Yes. However cifs.ko will handle atomic open of regular files only.
IIRC, NFS also doesn't handle atomic opens of directories either. Jeff
could confirm that.
^ permalink raw reply
* Re: [RFC PATCH v2 1/2] vfs: syscalls: add mkdirat2() that returns an O_DIRECTORY fd
From: Stefan Metzmacher @ 2026-04-28 13:49 UTC (permalink / raw)

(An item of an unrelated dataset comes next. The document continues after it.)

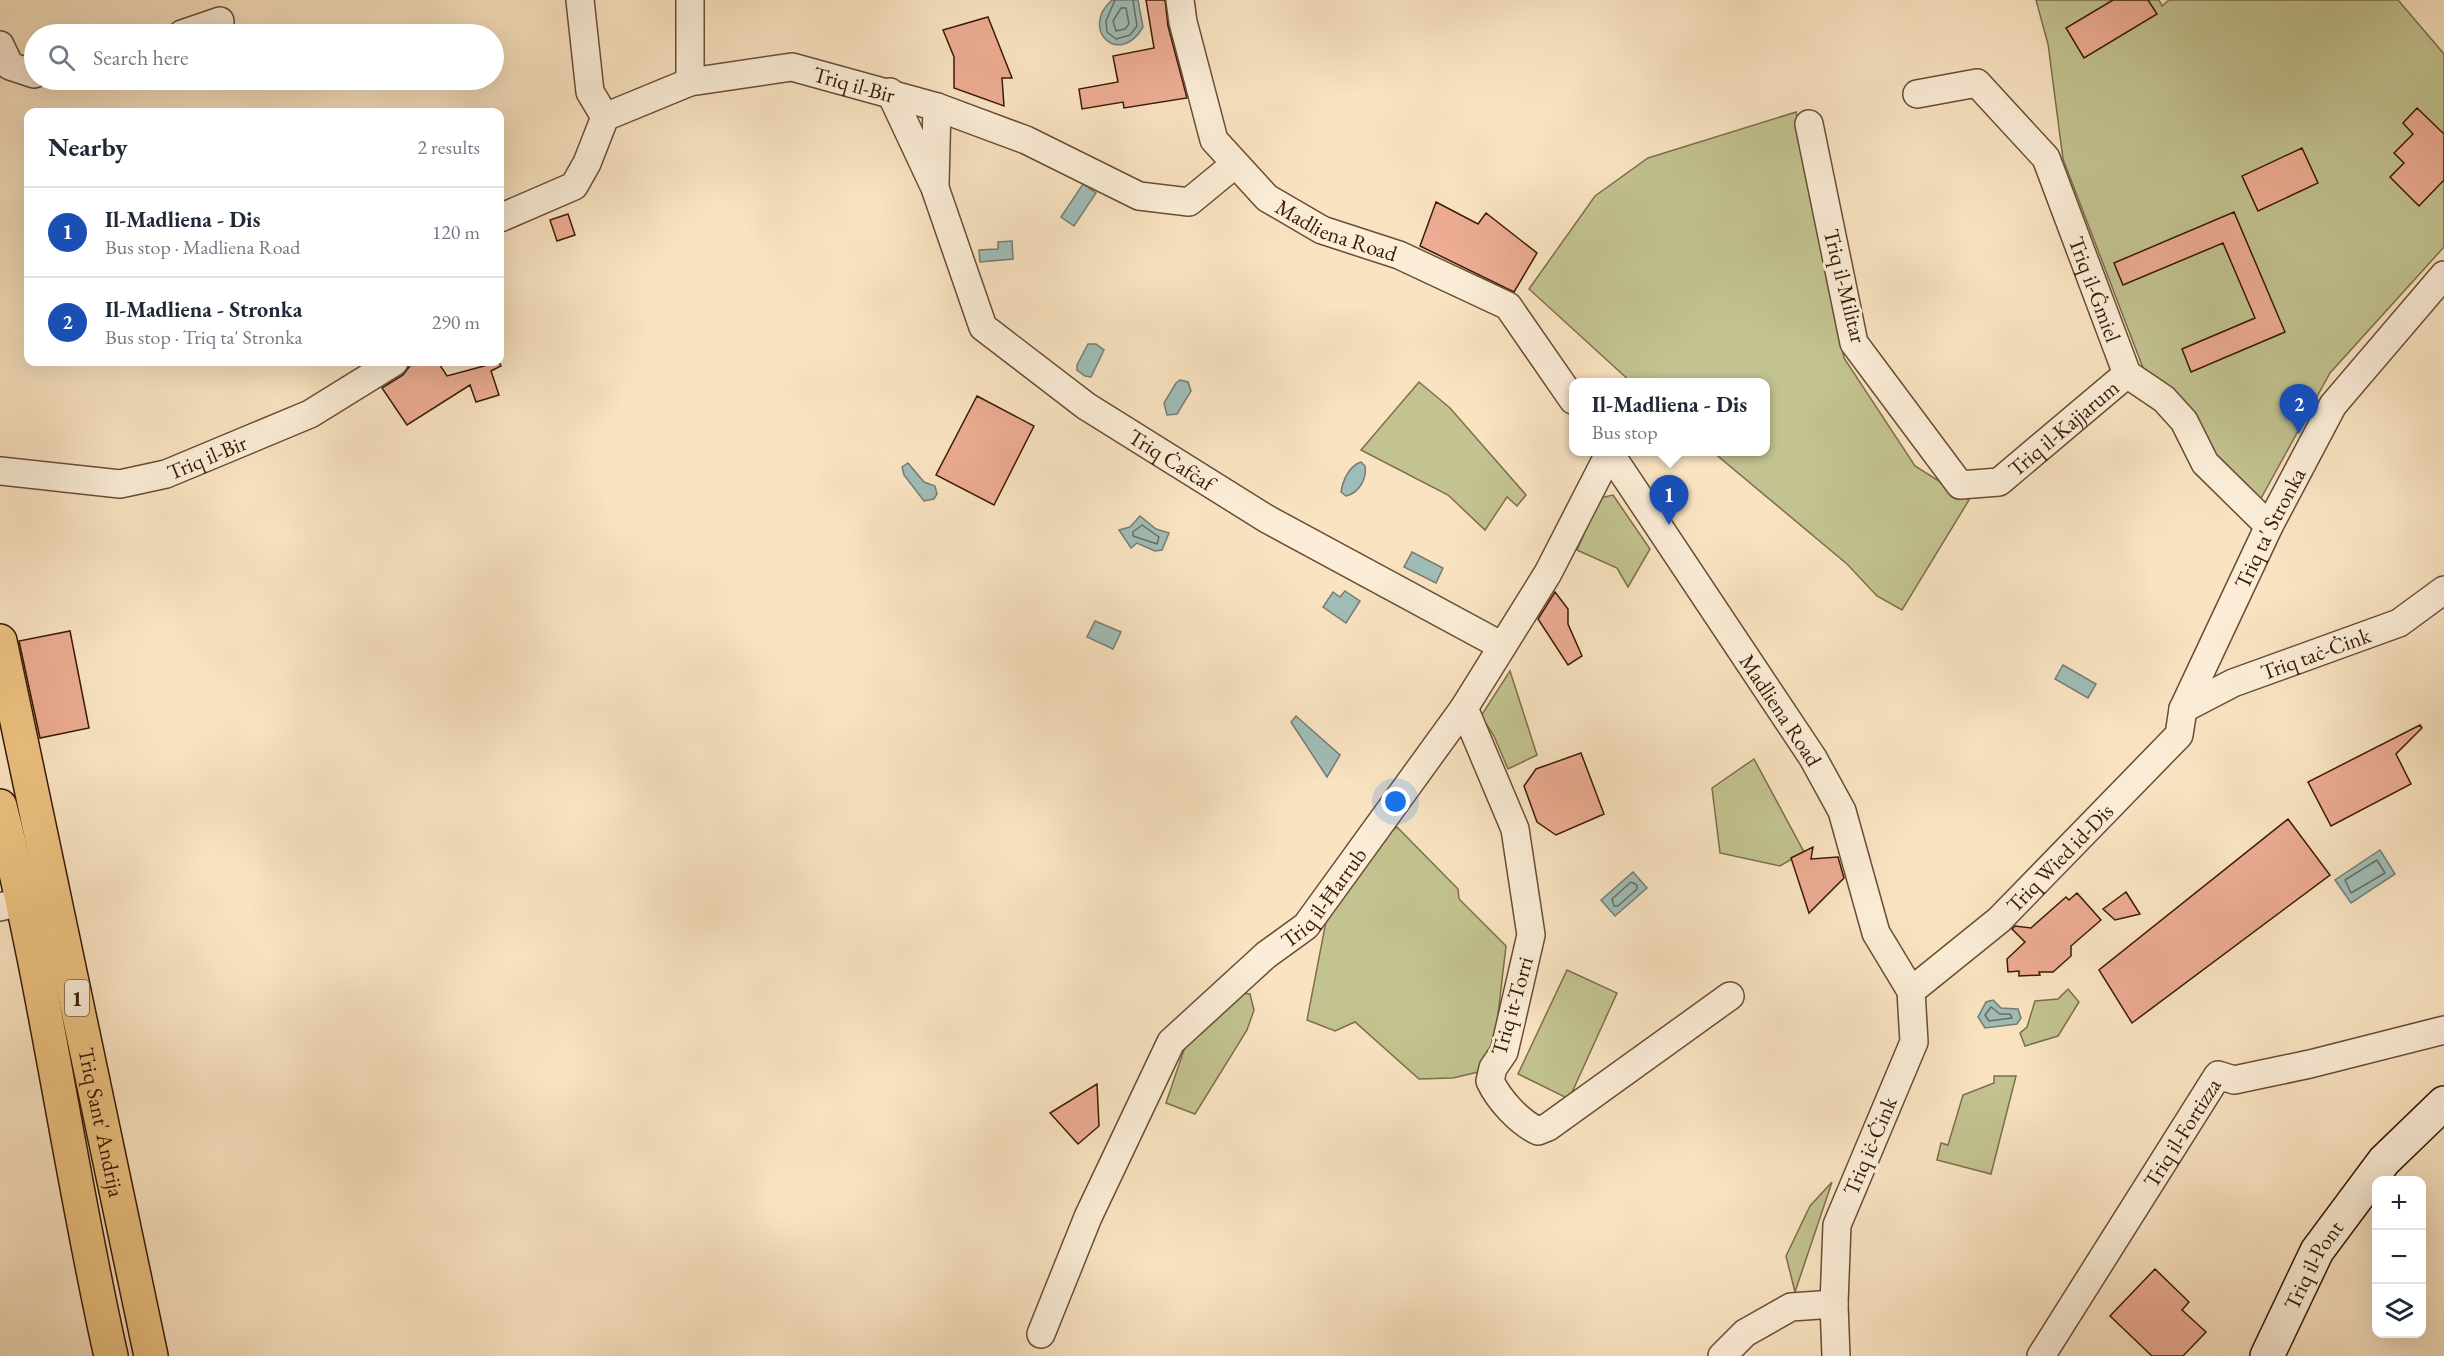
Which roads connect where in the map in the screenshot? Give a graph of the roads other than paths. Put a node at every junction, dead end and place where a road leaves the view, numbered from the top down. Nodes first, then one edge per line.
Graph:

To: Christian Brauner, Jori Koolstra, Jeff Layton
Cc: Andy Lutomirski, Thomas Gleixner, Ingo Molnar, Borislav Petkov,
Dave Hansen, x86, Alexander Viro, Arnd Bergmann, H . Peter Anvin,
Jan Kara, Peter Zijlstra, Andrey Albershteyn, Masami Hiramatsu,
Jiri Olsa, Thomas Weißschuh, Mathieu Desnoyers, Aleksa Sarai,
cmirabil, Greg Kroah-Hartman, linux-kernel, linux-fsdevel,
linux-api, linux-arch
In-Reply-To: <b97874a9-9fef-4f7c-8505-cc23e4b45355@samba.org>
Am 28.04.26 um 15:39 schrieb Stefan Metzmacher:
> Am 27.04.26 um 17:48 schrieb Christian Brauner:
>> On Sun, Apr 12, 2026 at 03:54:33PM +0200, Jori Koolstra wrote:
>>> Currently there is no way to race-freely create and open a directory.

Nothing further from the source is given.